4. Lily spent the evening with our neighbours – they drop her back to our house just before we get home. We ask her what they got up to together but, of course, she can’t tell us and that makes us a bit sad. Then John logs onto his email – they’ve sent us a photo of Lily stretched out on their kitchen floor, getting a belly rub from Ade while their dog Benny licks Ade’s ear. Everyone in the picture looks very happy and we laugh.

3BT – puppy love, unusual blooms, kitty love, John love

1. I’m pawed, I’m licked, I’m nibbled all over. He can’t decide whether to eat his lunch or play with me so runs back and forth between both options until I’m tired. When I get back home, Lily thinks I smell very interesting and I’m grateful for her comparative calmness.

Later on, they play together in the garden. We watch over them like proud mums as they jump about with their helicopter tails.

2. I can smell garlic on the way up the hill but it’s only after leaving the meadow that I spot the former stream bed covered in wilting leaves. I decide to collect some more seed pods but without a basket, have to carry them in a bunch by their stems. I feel like I’m carrying a bouquet designed in the atomic era.
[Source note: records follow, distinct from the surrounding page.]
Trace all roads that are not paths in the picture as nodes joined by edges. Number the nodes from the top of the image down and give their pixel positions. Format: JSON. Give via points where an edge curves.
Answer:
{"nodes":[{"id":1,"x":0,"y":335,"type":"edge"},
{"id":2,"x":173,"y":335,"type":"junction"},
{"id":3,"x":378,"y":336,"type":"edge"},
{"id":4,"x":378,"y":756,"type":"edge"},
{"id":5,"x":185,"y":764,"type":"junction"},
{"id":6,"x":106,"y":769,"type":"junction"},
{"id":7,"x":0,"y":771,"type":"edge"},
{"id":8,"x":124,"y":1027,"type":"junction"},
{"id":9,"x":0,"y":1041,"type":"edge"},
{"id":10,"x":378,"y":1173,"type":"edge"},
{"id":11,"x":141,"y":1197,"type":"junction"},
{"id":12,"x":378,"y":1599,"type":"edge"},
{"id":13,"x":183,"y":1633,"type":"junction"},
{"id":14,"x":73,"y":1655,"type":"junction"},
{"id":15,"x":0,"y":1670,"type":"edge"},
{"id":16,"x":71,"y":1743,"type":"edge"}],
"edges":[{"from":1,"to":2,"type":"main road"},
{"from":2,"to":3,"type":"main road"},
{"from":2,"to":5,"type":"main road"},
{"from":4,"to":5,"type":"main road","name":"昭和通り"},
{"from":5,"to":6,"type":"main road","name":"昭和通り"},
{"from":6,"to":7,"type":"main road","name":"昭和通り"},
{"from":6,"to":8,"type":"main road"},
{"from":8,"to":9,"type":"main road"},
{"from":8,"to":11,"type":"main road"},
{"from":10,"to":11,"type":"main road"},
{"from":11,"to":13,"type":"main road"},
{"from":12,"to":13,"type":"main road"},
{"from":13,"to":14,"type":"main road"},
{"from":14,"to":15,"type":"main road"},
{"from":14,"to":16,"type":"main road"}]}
3. In turn, both of the cats visit my knee and I close my eyes to fully appreciate how they feel, sound and smell.

4. I’m so glad when I get a text just before midnight to say he’s on the train, the last train. Just over three hours later, I wake up suddenly and so do the cats and the dog. I hear keys in the door, a shuffling, a quiet unmistakeable cough. Lily’s tail starts banging on the bed – she knows who it is too.

3BT – glare of the glade, happy Carla cat, new to the neighbourhood

1. We happen upon a sunny clearing in the middle of the wood but quickly retreat back into the leafy shade.

2. We worried how Carla – once the most scaredy of scaredy cats – would handle the move to the new house, after the death of her brother, after the arrival of Lily – but stroking her as she stretches out in the morning sun, I realise she’s possibly the happiest, most content cat I know. (She’s actually dancing over me as I type this twelve hours later – grabbing my hand from the keyboard for tickles and purring so loudly it’s drowning out the noise of the YouTube video John’s frowning over.)

3. Our next-door-but-one neighbours bring over their brand new, six week old springer spaniel puppy. With his markings, he’s a miniature version of Lily and we’re instantly smitten. We offer/beg to babysit.